Foto: Fábio Rodrigues Pozzebom/Agência Brasil
O presidente do Senado, Davi Alcolumbre (União-AP), encaminhou nesta quinta-feira, 28, para a Comissão de Constituição e Justiça (CCJ) a Proposta de Emenda à Constituição (PEC) 12/2026, que altera a legislação trabalhista para estabelecer o pagamento por hora trabalhada. A iniciativa será utilizada pela oposição como contraponto à PEC do fim da escala 6x1, aprovada na quarta-feira, 27, pela Câmara dos Deputados.

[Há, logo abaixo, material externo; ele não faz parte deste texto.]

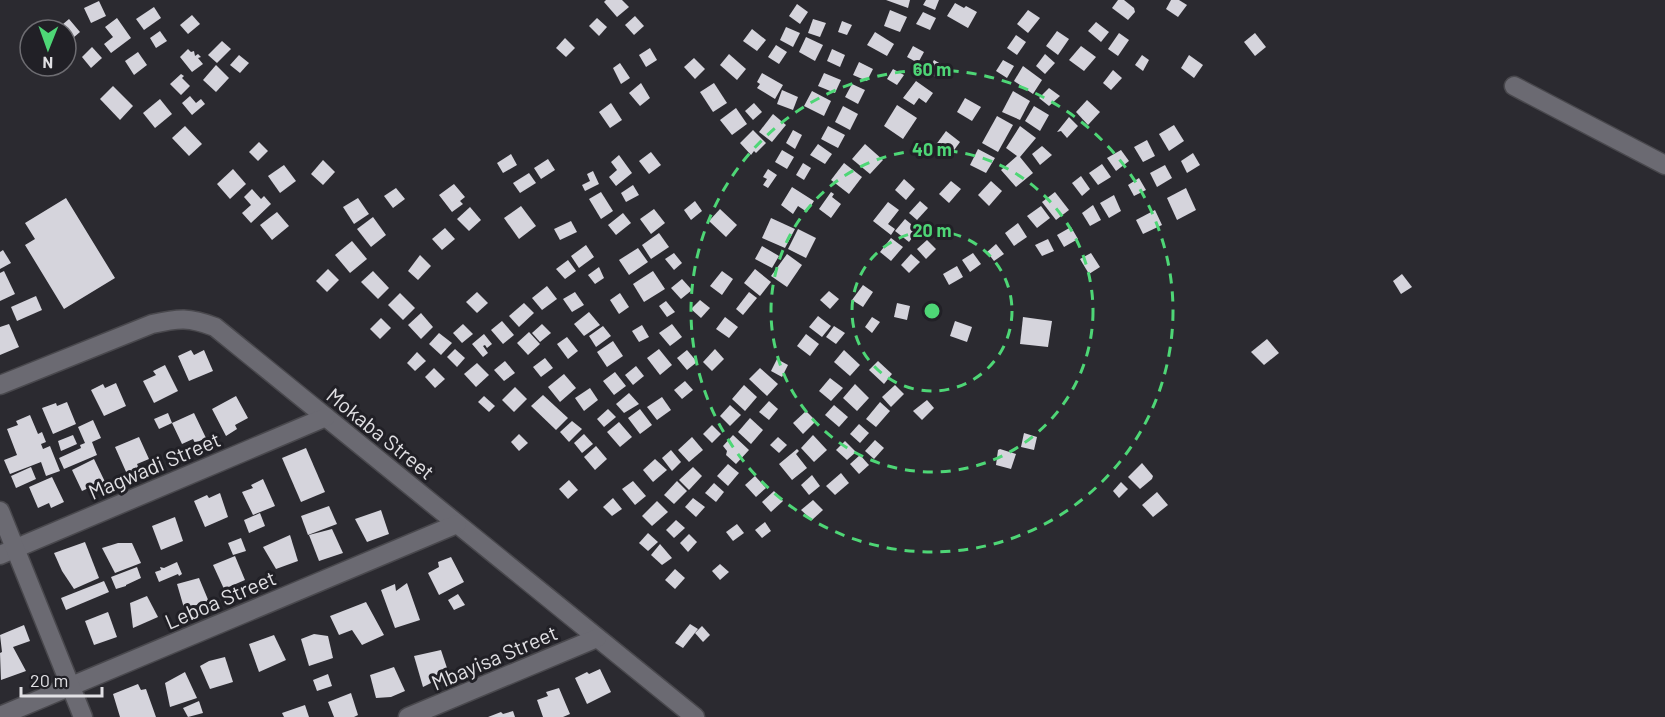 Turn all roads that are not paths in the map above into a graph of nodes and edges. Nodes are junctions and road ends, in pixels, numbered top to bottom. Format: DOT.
graph roads {
  1 [pos="1514,86"];
  2 [pos="1665,165"];
  3 [pos="0,385"];
  4 [pos="326,417"];
  5 [pos="0,511"];
  6 [pos="457,524"];
  7 [pos="8,552"];
  8 [pos="597,638"];
  9 [pos="71,687"];
  10 [pos="0,716"];
  11 [pos="83,717"];
  12 [pos="408,717"];
  13 [pos="695,717"];
  1 -- 2 [label="street"];
  3 -- 4 [label="street, Mokaba Street"];
  4 -- 6 [label="street, Mokaba Street"];
  4 -- 7 [label="street, Magwadi Street"];
  5 -- 7 [label="street"];
  6 -- 8 [label="street, Mokaba Street"];
  6 -- 9 [label="street, Leboa Street"];
  7 -- 9 [label="street"];
  8 -- 12 [label="street, Mbayisa Street"];
  8 -- 13 [label="street, Mokaba Street"];
  9 -- 10 [label="street, Leboa Street"];
  9 -- 11 [label="street"];
}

O texto foi protocolado pelo líder da oposição no Senado, Rogério Marinho (PL-RN), que também exerce a função de coordenador de campanha de Flávio Bolsonaro (PL-RJ) à Presidência da República. Antes do protocolo, a proposta já havia reunido a assinatura de 36 dos 81 senadores. Marinho afirma que o número de signatários já chegou a 40.

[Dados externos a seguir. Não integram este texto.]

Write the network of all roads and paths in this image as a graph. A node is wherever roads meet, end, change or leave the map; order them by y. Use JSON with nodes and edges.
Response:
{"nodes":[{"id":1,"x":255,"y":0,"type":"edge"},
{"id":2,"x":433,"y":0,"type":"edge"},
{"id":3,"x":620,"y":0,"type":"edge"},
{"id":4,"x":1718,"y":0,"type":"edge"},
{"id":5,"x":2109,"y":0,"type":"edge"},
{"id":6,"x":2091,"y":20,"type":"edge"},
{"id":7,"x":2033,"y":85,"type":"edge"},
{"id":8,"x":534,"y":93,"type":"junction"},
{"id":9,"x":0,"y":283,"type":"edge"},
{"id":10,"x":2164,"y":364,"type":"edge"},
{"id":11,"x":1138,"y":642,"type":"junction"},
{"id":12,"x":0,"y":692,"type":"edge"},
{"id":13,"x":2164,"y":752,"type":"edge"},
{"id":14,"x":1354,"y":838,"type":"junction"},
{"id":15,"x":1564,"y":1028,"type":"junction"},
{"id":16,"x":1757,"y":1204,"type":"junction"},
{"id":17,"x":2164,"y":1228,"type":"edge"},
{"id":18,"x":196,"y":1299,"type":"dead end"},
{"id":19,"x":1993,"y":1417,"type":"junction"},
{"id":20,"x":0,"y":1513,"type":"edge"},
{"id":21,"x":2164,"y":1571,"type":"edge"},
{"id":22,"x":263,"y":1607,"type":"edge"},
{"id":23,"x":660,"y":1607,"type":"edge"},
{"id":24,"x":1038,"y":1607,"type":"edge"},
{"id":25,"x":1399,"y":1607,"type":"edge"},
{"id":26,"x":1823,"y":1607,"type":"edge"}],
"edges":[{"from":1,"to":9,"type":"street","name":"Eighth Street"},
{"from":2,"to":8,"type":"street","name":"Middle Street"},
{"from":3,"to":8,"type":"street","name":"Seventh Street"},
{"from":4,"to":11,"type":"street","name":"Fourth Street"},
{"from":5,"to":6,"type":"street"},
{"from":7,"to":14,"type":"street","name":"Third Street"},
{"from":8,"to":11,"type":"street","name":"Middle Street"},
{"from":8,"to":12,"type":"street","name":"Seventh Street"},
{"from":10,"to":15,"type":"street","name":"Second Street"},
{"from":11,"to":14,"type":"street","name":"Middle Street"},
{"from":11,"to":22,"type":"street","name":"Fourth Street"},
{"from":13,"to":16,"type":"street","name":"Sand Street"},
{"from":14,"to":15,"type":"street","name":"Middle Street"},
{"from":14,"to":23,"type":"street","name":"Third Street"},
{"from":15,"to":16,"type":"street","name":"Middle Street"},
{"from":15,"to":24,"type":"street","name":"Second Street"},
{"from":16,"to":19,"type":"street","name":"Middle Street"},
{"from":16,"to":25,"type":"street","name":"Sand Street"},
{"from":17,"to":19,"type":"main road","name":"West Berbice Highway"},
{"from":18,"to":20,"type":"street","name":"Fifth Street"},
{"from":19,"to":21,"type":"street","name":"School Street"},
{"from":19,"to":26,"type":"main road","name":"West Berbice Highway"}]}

O encaminhamento para a CCJ representa o primeiro passo formal na tramitação da PEC. Cabe agora ao presidente do colegiado, Otto Alencar (PSD-BA), designar um relator para a proposta, sem prazo definido para isso.

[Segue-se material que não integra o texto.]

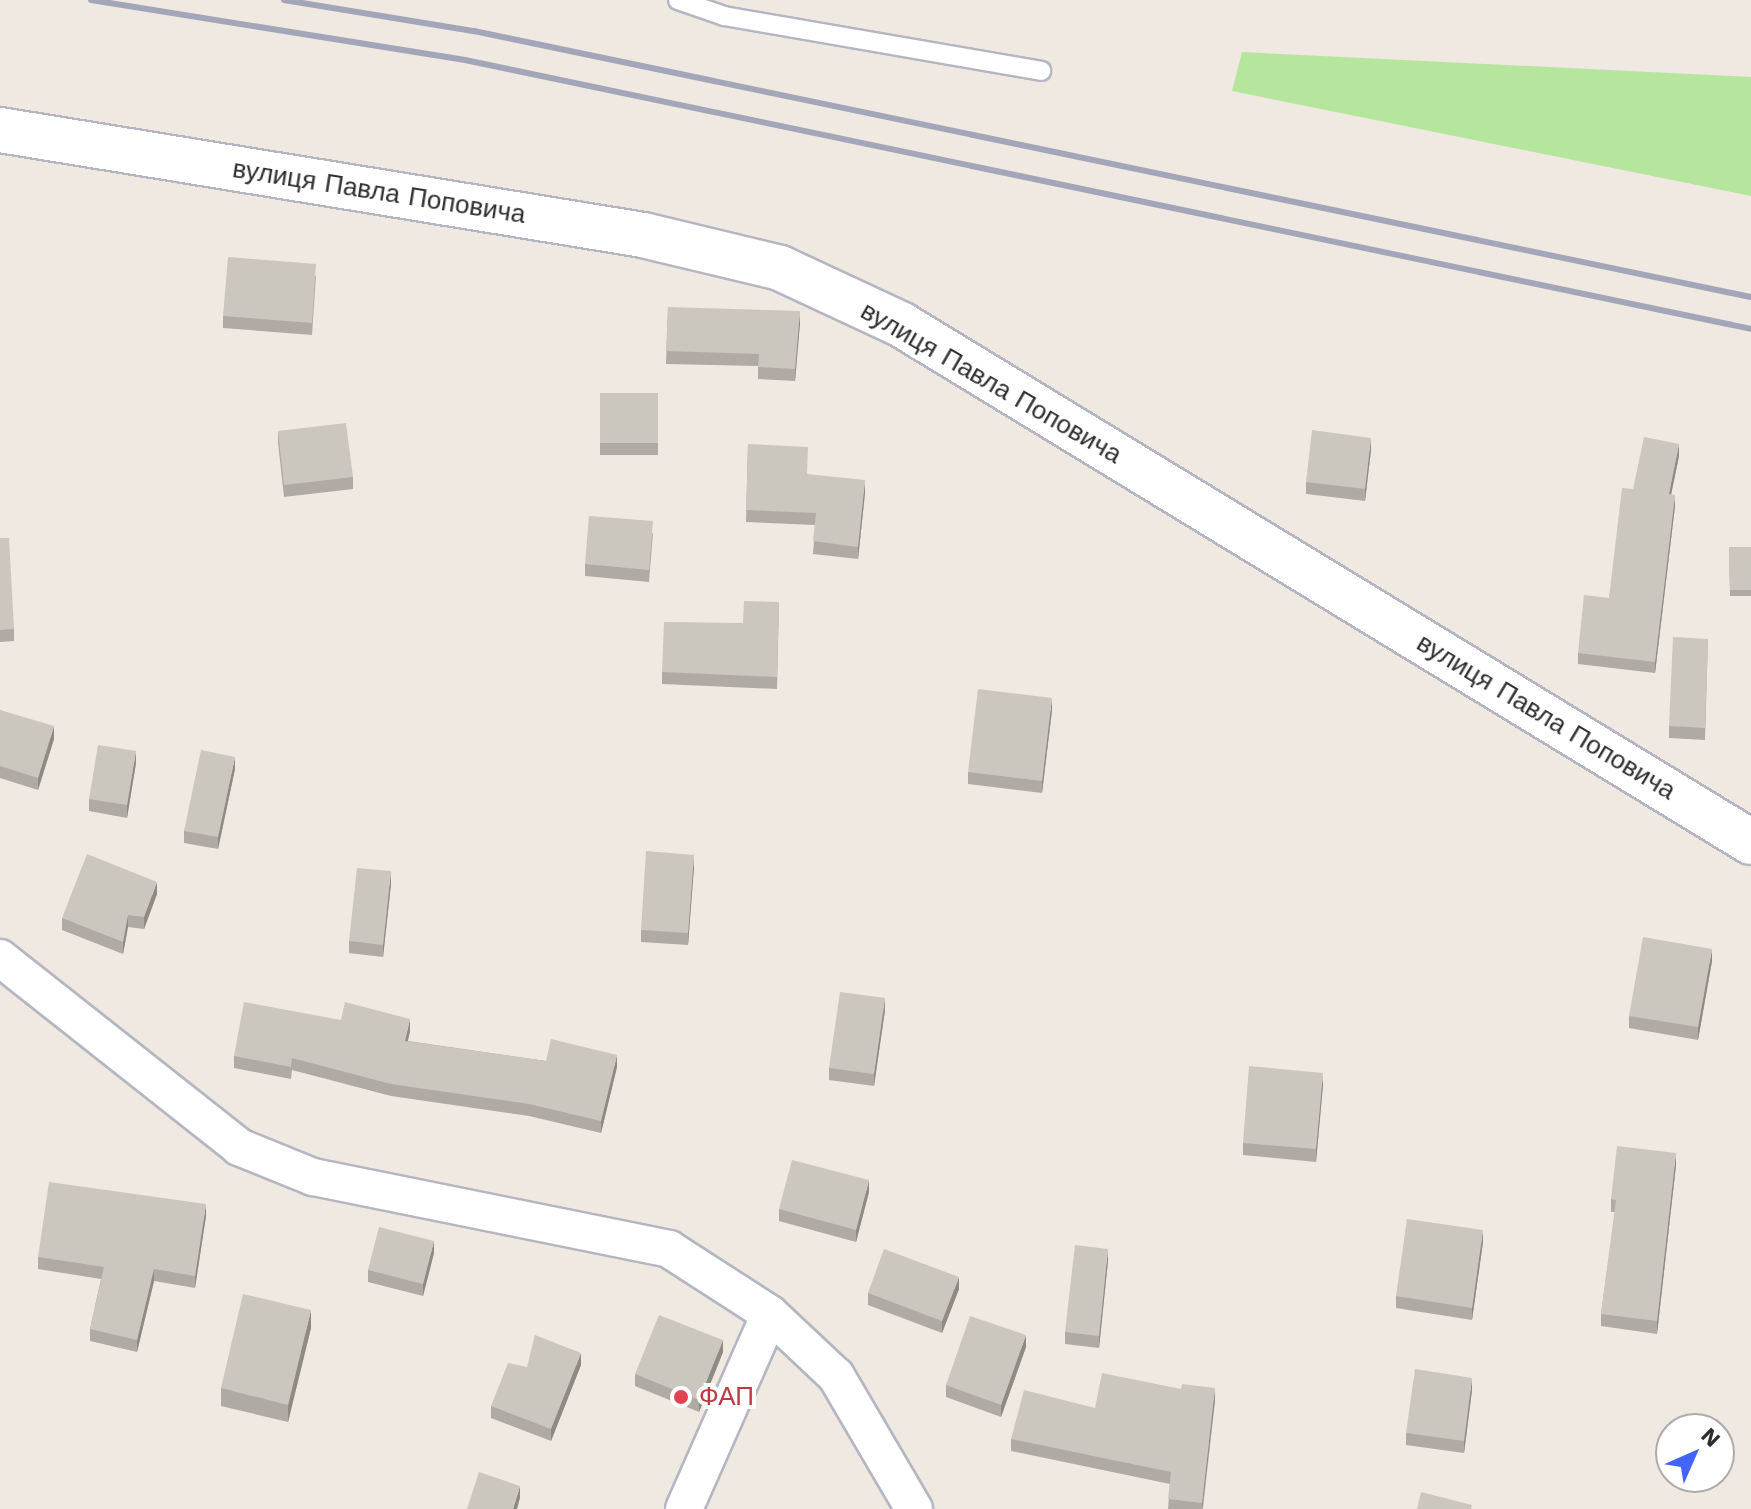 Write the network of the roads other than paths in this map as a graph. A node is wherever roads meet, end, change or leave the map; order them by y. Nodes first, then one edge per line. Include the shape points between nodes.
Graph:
1 (678, 0) edge
2 (1041, 71) dead end
3 (0, 130) edge
4 (1751, 842) edge
5 (0, 958) edge
6 (770, 1314) junction
7 (684, 1509) edge
8 (914, 1509) edge

1 - 2 lane via 724,16
3 - 4 street, вулиця Павла Поповича via 643,235 780,268 902,325
5 - 6 street via 239,1147 313,1177 669,1249
6 - 7 street
6 - 8 street via 836,1376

A PEC cria um modelo alternativo de jornada de trabalho, permitindo que os trabalhadores escolham entre o regime tradicional previsto na Consolidação das Leis do Trabalho (CLT) e um sistema flexível baseado em horas efetivamente trabalhadas.
O texto propõe a alteração do artigo 7º da Constituição Federal para autorizar acordos individuais entre empregado e empregador sobre compensação de horários, redução de jornada e contratação por hora. Um dos pontos centrais da proposta é a prevalência dos contratos individuais sobre acordos e convenções coletivas.
A PEC também estabelece que a jornada flexível deve respeitar o limite constitucional de 44 horas semanais e que o novo modelo entraria em vigor 180 dias após a promulgação.
Pré-candidatos à Presidência da República, como Flávio Bolsonaro (PL), Ronaldo Caiado (PSD) e Romeu Zema (Novo), manifestaram apoio ao modelo de pagamento por hora trabalhada como alternativa à fixação de um limite semanal de horas.
A proposta surge em um contexto de debate intenso sobre a reforma da jornada de trabalho no Brasil, após a aprovação da PEC do fim da escala 6x1 na Câmara.